During the six-year run of “Sons of Anarchy,” which centered on a California motorcycle club of outlaws called Sons of Anarchy Motorcycle Club Redwood Original (SAMCRO), the had some shocking twists and turns involving death and betrayal for three of the show’s main characters: Jackson “Jax” Teller (played by Charlie Hunnam); Jax’s mother, Gemma Teller Morrow (played by Katey Sagal); and Jax’s stepfather, Clay Morrow (played by Ron Perlman), who was killed off in the show’s sixth season that aired in 2013.
In addition to the dramatic storylines, “Sons of Anarchy” was also known for creator/executive producer Kurt Sutter (who in real life is married to Sagal) being an outspoken and sometimes controversial champion for the show. The series finale “Sons of Anarchy” was televised on Dec. 9, 2014. Here is a look back at what Sagal said during a roundtable interview at 2013 Comic-Con International in San Diego.
You did a great job in “Pacific Rim”!
Thanks. I thought Guillermo [del Toro, director of “Pacific Rim”] killed it. He did such a good job. It’s an original story. It’s such a detailed, original world that he created. It’s elevated stuff.
And the “Pacific Rim” actors literally suffered for their art, based on the stunts you had to do …
Yeah, we suffered. Guillermo tried to kill us.
Except for Ron Perlman, who just got to dress up in crazy outfits.
Ron always gets away with stuff. Lately, in “Sons of Anarchy,” he’s in one action sequence. He’s sitting back, smoking a cigar, while we kill ourselves.
Which of Clay’s personality traits as a leader have had the most influence on Jax?
I think there to a certain degree, you learn the position from your predecessor. But much more importantly, there’s a universal problem that power corrupts. I think Jax struggled with that, the way all presidents do of a club or the United States — listening to the people around them. You’re supposed to represent the masses, whether it’s the people on the street or a motorcycle club.
But when you have a lot of decisions to make and a lot at stake in all those decisions, it’s very easy to say, “I know in my heart it’s the right thing to do, so I’m not going to put it up for a vote.” But I also think that he inherited a total disaster from Clay, so there’s a lot of stuff that he was embroiled in that had he been making those decisions from the beginning, they wouldn’t have been involved in, in the first place.
What scenes in “Sons of Anarchy” Season 5 were the hardest for you to deal with emotionally?
All of that stuff with Ryan Hurst, the death of Opie was really brutal to play. I really had a hard time with that, much more than I even anticipated. This show has been amazing creative experience for me, but that was definitely the deepest few days I’ve ever had in my career. It was really difficult to say goodbye to him. It kind of had a lasting effect through the course of a season — the anxiety and pain of that.
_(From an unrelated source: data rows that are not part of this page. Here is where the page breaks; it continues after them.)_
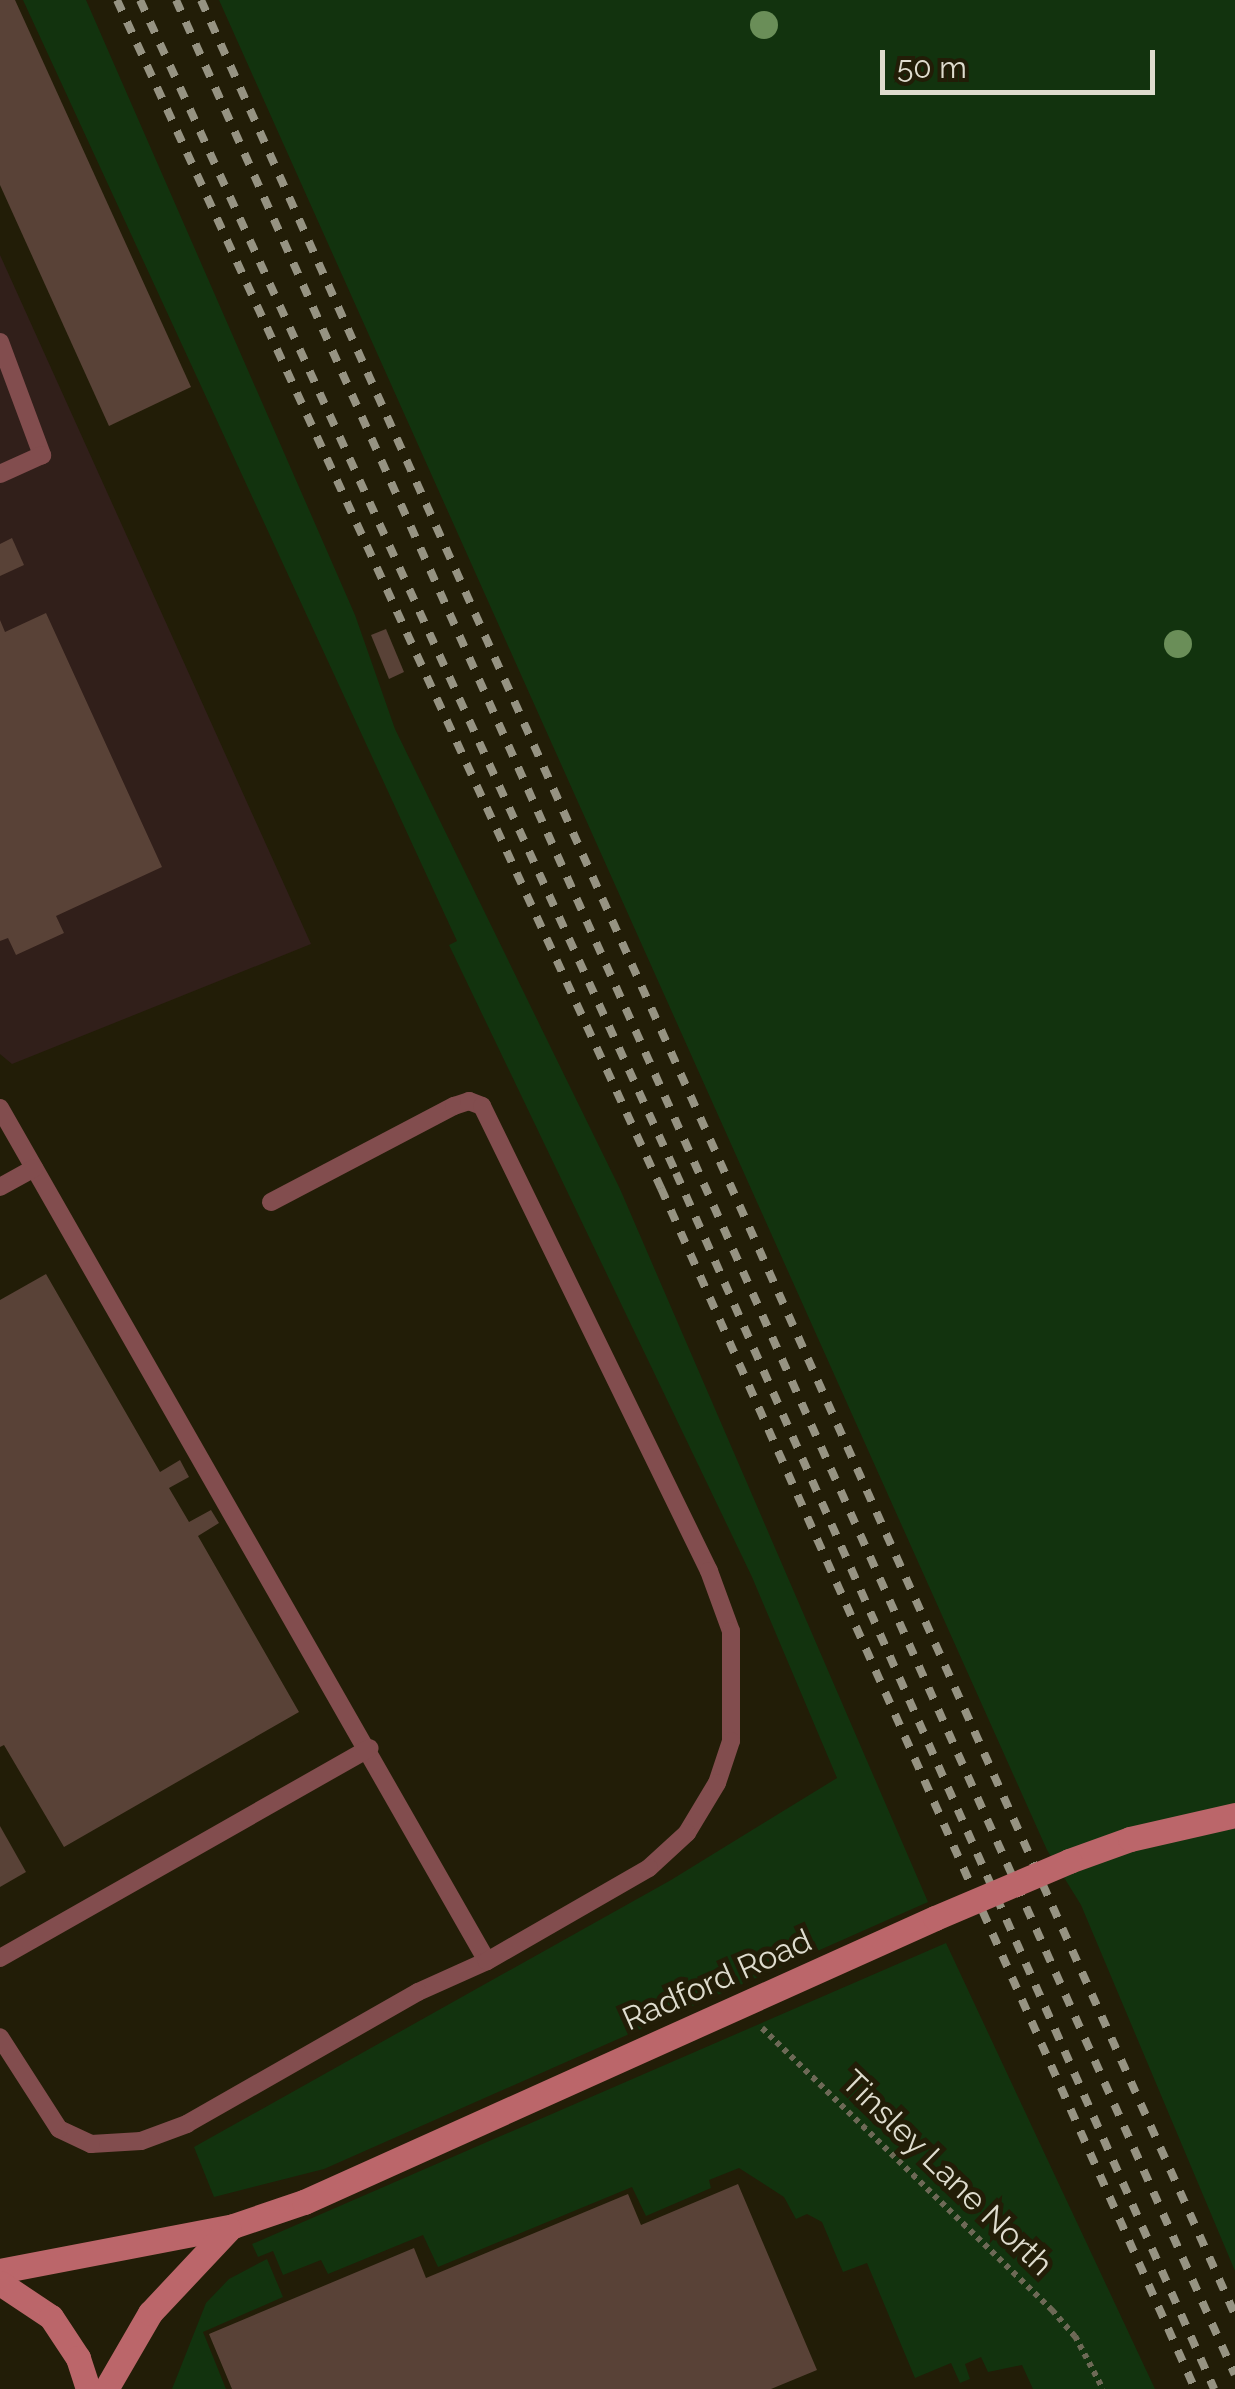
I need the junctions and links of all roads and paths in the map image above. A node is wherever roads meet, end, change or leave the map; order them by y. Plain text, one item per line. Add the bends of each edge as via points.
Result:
1 (0, 342) edge
2 (0, 474) edge
3 (0, 1108) edge
4 (34, 1168) junction
5 (0, 1186) edge
6 (271, 1202) dead end
7 (370, 1748) junction
8 (1235, 1815) edge
9 (0, 1958) edge
10 (487, 1961) junction
11 (740, 2005) junction
12 (0, 2037) edge
13 (233, 2226) junction
14 (0, 2272) edge
15 (0, 2284) edge
16 (88, 2389) edge
17 (106, 2389) edge
18 (1104, 2389) edge

1 - 2 lane via 42,455
3 - 4 lane
4 - 5 lane
4 - 7 lane
6 - 10 lane via 454,1106 482,1106 709,1571 731,1631 730,1741 717,1783 688,1833 649,1868
7 - 9 lane
7 - 10 lane
8 - 11 street, Radford Road, bridge via 1130,1838 1069,1861
10 - 12 lane via 418,1992 187,2124 141,2141 91,2144 59,2129
11 - 13 street, Radford Road via 318,2196
11 - 18 path, Tinsley Lane North via 1052,2310
13 - 14 street, Radford Road
13 - 17 street, Radford Road via 204,2249 150,2313
15 - 16 street via 51,2318 78,2358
There’s a scene that Boone/Bobby Elvis and I did … where we’re in the chapel where we have a massive argument about the direction where we’re going. There had been some other stuff going on at work around that; there had been some tension at work. It all just exploded out on that scene in a way that neither of us had anticipated. So I guess that was also a really big scene for me.
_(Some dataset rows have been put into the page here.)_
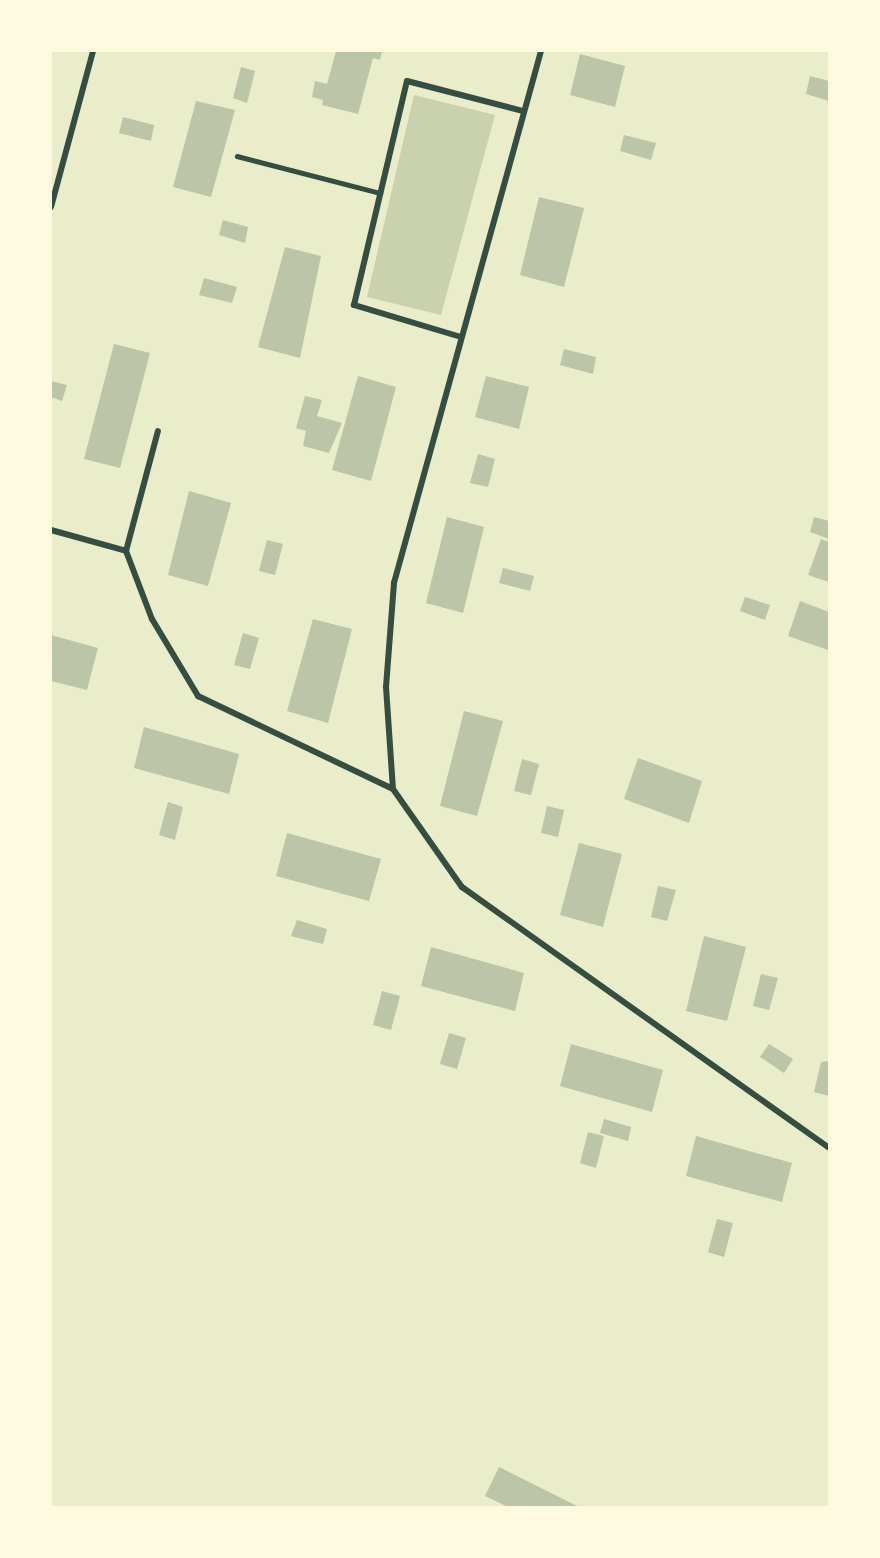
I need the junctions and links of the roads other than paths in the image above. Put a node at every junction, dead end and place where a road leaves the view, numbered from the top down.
1 (93, 51) edge
2 (541, 51) edge
3 (524, 111) junction
4 (237, 156) dead end
5 (380, 193) junction
6 (51, 207) edge
7 (460, 337) junction
8 (158, 431) dead end
9 (51, 530) edge
10 (126, 551) junction
11 (393, 789) junction
12 (829, 1148) edge

1 - 6 street
2 - 3 street
3 - 5 street
3 - 7 street
4 - 5 lane
5 - 7 street
7 - 11 street
8 - 10 street
9 - 10 street
10 - 11 street
11 - 12 street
Jax has lost his best friend and his vice-president. Who is his confidant now?
I think in this season, it’s Max. He’s really had a strong conscience. He had his Jiminy Cricket, but I think he struggled with Elvis. I think in the absence of Bobby Elvis in the early part of this season, you see him really struggle.
How has Jax been coping with Opie’s death?
I think it’s been clouded by guilt. There’s a sense of betrayal. If he was honest with himself, I think he’d understand where he was coming from and probably take some responsibility, but I think the sense of betrayal is so great that it’s kind of clouding the clarity of that. I think that will probably come back and there will be a reckoning for Jax, but right now, I don’t think he’s at that place.
As an actor, would you rather know the overall arc of the season when you start filming, or do you prefer gradually getting that information?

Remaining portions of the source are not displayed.